Tuesday July 21 Photo OTD

Miningman
Once upon a time the Southern Pacific was a big deal railroad, dubbed by Trains as the "New Standard of Railroading." ... Of course this is all hard to understand as to just what happened, why, and all that and why is it still not so today in this very manner ...

The comments to this original post give some interesting info on the railroad that was the SP.  But no one has attempted to answer minningman's basic question -- framed again in the second sentence above.  Basically: Why is the Southern Pacific RR no longer in operation as such -- not a survivor RR? 

I am not as familiar with the SP as those making the previous comments to this original post.  But I will attempt to answer this basic question, anyhow. 

Basically the SP, after WW2, did not continue to modernize as quickly as other western RRs did.  When I was living in Chicago (working in the oil industry) in the 1970's & 1980's, the word on the street was that the Sante Fe was the best run RR in the west and possibly in the whole country.  Not being in the RR industry, I never knew if this was true; but is seemed to be so.  Even the Sante Fe ended up in a combination RR, but with "Sante Fe" a part of the surviving name.  Only the UP has been able to absorb other western RRs without putting the acquired RR's name in with the UP name.

The SP was bought by Phil Anschutz and combined with the D&RGW (which he had acquired earlier at a cheap price) into what became a larger SP.  But Anschutz was just out to make a buck, not to run a RR.  So he sold the combination to the UP at what to him was an attractive profit.

If the SP had earlier been more active in modernizing and cutting costs, it could possibly (althought somewhat remotely) have ended up at least being a named part of a combined RR with a name somenting like the "Southern Pacific - Sante Fe RR" or even the "Southern & Northern Pacific RR."  But that was not to be -- because the SP was not strong enough (ie worth enough) -- which made it available for Anschutz to pick up at an attractive (relatively cheap) price.     
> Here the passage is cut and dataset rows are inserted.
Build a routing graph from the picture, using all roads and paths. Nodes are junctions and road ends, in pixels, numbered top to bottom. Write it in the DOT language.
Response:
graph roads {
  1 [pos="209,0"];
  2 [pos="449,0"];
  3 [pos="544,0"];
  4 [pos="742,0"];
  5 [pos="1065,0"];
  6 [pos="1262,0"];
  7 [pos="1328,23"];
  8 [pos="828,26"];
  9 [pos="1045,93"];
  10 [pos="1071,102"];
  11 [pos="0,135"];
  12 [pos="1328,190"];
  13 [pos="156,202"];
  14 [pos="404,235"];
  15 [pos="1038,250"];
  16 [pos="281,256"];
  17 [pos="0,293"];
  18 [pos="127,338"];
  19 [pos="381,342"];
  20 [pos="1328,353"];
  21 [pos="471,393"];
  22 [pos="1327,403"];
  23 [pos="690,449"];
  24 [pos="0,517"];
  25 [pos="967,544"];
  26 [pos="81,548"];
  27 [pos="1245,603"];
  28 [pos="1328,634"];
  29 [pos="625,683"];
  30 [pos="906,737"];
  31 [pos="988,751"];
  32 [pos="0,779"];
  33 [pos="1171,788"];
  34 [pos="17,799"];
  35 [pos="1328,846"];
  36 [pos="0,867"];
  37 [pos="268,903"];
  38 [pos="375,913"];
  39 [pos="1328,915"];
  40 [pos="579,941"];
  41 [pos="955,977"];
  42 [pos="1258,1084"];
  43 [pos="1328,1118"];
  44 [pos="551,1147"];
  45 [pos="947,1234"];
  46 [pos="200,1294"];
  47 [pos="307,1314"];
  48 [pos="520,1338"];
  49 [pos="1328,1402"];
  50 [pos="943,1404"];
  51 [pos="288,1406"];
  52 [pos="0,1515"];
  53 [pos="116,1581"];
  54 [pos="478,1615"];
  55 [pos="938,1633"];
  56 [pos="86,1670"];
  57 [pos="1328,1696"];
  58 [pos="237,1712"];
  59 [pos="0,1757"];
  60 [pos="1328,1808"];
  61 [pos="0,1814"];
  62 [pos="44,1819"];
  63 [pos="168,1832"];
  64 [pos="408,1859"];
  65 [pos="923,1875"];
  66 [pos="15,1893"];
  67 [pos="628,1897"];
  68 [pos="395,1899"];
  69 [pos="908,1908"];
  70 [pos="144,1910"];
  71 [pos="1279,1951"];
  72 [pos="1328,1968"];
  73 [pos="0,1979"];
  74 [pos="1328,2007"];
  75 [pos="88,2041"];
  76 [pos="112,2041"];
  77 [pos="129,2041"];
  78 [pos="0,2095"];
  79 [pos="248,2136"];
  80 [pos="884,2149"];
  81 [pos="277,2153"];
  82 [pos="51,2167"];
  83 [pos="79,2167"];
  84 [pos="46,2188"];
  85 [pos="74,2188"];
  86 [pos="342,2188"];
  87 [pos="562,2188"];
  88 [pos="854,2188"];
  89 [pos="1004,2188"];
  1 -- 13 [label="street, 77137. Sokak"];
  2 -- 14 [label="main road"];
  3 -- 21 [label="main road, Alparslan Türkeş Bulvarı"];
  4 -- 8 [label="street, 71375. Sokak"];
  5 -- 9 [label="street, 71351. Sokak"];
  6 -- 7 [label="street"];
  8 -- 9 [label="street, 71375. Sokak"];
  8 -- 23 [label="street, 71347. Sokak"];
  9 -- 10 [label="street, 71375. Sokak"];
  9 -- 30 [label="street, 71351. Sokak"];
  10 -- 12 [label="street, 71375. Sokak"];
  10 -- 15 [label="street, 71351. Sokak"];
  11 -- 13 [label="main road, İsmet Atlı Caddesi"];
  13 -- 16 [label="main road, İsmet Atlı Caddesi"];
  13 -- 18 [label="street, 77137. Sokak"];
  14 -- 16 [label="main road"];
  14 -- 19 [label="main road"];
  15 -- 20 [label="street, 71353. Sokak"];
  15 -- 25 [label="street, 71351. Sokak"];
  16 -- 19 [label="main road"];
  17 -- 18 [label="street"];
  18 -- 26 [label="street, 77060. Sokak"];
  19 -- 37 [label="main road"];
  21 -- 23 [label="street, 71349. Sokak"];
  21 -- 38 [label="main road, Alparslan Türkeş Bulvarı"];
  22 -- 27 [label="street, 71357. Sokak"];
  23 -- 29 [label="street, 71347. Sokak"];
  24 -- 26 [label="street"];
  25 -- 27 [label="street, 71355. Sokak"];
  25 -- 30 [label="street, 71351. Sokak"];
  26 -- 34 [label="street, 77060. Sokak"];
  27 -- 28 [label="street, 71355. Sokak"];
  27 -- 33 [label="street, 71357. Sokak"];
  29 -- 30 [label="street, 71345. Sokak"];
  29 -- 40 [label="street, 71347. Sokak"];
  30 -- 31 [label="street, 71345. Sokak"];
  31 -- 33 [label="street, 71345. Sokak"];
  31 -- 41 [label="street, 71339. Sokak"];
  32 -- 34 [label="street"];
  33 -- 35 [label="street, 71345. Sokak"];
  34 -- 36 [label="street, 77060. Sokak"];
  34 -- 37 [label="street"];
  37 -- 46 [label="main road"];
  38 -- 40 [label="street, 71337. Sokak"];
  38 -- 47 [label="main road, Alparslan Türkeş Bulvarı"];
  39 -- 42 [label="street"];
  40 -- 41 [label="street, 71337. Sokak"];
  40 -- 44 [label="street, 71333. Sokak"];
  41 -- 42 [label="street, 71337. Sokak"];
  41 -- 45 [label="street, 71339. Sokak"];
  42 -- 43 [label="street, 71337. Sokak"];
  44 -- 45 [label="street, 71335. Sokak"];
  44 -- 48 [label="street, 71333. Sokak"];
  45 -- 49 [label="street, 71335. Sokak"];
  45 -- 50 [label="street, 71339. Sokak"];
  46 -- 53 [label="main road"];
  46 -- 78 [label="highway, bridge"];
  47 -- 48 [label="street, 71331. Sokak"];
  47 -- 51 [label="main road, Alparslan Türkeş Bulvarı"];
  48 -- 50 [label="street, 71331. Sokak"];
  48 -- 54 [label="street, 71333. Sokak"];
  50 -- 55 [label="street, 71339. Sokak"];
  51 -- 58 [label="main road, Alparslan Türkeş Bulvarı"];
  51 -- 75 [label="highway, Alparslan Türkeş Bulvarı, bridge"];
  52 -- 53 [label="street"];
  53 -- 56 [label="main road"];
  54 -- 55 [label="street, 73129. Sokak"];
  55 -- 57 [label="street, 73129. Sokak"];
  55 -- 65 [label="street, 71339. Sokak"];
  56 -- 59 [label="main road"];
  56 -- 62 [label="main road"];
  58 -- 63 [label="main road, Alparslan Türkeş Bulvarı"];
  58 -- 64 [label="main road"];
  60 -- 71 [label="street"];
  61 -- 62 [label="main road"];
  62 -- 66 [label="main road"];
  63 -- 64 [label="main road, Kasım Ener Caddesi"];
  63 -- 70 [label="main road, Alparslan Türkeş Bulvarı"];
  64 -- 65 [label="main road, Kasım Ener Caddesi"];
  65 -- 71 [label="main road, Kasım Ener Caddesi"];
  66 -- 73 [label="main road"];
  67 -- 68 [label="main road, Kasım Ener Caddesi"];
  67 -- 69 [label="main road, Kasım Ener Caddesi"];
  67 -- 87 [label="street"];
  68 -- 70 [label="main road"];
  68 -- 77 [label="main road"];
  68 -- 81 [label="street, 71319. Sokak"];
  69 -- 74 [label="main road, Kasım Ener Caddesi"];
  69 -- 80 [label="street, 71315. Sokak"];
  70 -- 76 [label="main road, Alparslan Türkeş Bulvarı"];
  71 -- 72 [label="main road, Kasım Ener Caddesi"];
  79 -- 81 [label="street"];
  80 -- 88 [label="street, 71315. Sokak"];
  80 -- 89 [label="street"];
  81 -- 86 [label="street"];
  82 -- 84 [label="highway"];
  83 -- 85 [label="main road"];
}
Bottom line: The SP was an innovative RR early in its existence.  Look at cab-forward steam engines and the many profitable rail lines they built, including going all the way from CA to New Orleans.  They even came out of WW2 being well run, as cited in the original post.  They just lost it after that, and so the SP no longer exists, except as an un-named part of the larger Union Pacific RR -- the surving RR.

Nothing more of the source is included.